20例ABO血型抗原表达异常样本的血型基因分析

目的 探讨20例样本ABO血型抗原表达减弱的分子生物学机制。方法 采用微柱凝集法及盐水试管法进行ABO血型血清学鉴定；对ABO基因第1-7外显子及其上游启动子区域PCR产物直接测序进行基因分型。结果 11例样本通过家系分析可以确定其基因型（1例ABO*A2.01/ABO*B.01，1例ABO*A2.01/ABO*O01.01，1例A1.02/B3.04，2例B3.04/O.01.01、2例B3.02/O.01.02，4例Bw.12/O.01.01）；3例样本在ABO基因启动子区域发生-35_-18位的碱基缺失，通过家系分析，提示该变异发生在B等位基因；1例样本在ABO基因启动子区域发生-119位C>T变异；1例样本发生第7外显子1054位点缺失碱基C；4例样本在ABO血型基因1-7外显子及其调控区域未发现变异。结论 启动子区域-119位C>T变异及Exon7 1054del变异可能是导致ABO血型抗原异常表达的新变异；部分ABO亚型可能与内含子异常或mRNA合成异常有关；本地区B亚型明显多于A亚型。

Genetic analysis of weakened expression of ABO blood group antigen in 20 cases

Objective To explore the molecular mechanism for weakened expression of ABO blood group antigens in 20 cases. Methods Blood samples were collected from 20 cases with weakened expression of ABO blood group antigens, including 12 children undergoing elective surgery and 8 of their parents or grandparents. Serological identification of the ABO blood group was performed using microcolumn agglutination method and saline test tube method. The PCR products of exons 1- 7 and their upstream promoter region of the ABO gene were directly sequenced for genotyping.

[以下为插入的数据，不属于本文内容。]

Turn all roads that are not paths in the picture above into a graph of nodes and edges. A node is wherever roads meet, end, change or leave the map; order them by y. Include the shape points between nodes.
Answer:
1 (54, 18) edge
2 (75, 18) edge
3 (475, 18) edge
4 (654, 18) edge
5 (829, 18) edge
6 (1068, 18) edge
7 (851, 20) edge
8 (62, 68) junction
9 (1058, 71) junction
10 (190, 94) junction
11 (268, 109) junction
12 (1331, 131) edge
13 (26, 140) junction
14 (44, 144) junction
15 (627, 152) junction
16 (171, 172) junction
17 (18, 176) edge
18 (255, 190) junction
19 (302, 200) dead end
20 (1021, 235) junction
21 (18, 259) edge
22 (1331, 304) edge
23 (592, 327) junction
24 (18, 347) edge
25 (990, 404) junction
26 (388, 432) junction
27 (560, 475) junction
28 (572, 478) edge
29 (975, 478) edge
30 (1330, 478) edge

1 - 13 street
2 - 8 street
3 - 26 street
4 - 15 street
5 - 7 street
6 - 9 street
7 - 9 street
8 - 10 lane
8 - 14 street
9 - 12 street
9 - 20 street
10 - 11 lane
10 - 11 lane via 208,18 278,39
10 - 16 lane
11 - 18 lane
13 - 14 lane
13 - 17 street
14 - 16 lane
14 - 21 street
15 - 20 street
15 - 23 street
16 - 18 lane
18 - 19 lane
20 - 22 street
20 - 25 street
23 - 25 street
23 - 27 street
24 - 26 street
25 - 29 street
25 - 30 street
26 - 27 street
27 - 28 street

Results In 11 of the cases, the ABO genotype could be determined by pedigree analysis (including 1 case of ABO*A2.01/ABO*B.01, 1 case of ABO*A2.01/ABO*O01.01, 1 case of A1.02/B3.04, 2 cases of B3.04/O.01.01, 2 cases of B3.02/O.01.02, and 4 cases of Bw.12/O.01.01). Pedigree analysis revealed deletion mutation at -35_-18 nt in the ABO promoter region in 3 cases, indicating that the mutation occurred in the B allele; a C>T mutation occurred at -119 nt in the ABO promoter region in 1 case; a C deletion at 1054 nt in exon 7 was identified in 1 case; no mutation was found in exons 1-7 and their regulatory region of ABO gene in 4 cases. Conclusion The C>T mutation at-119 nt in the promoter region and the deletion mutation at 1054 nt in exon 7 of ABO gene are probably new mutations leading to abnormal expression of ABO blood group antigens. Some ABO subtypes may be associated with abnormal introns or mRNA synthesis.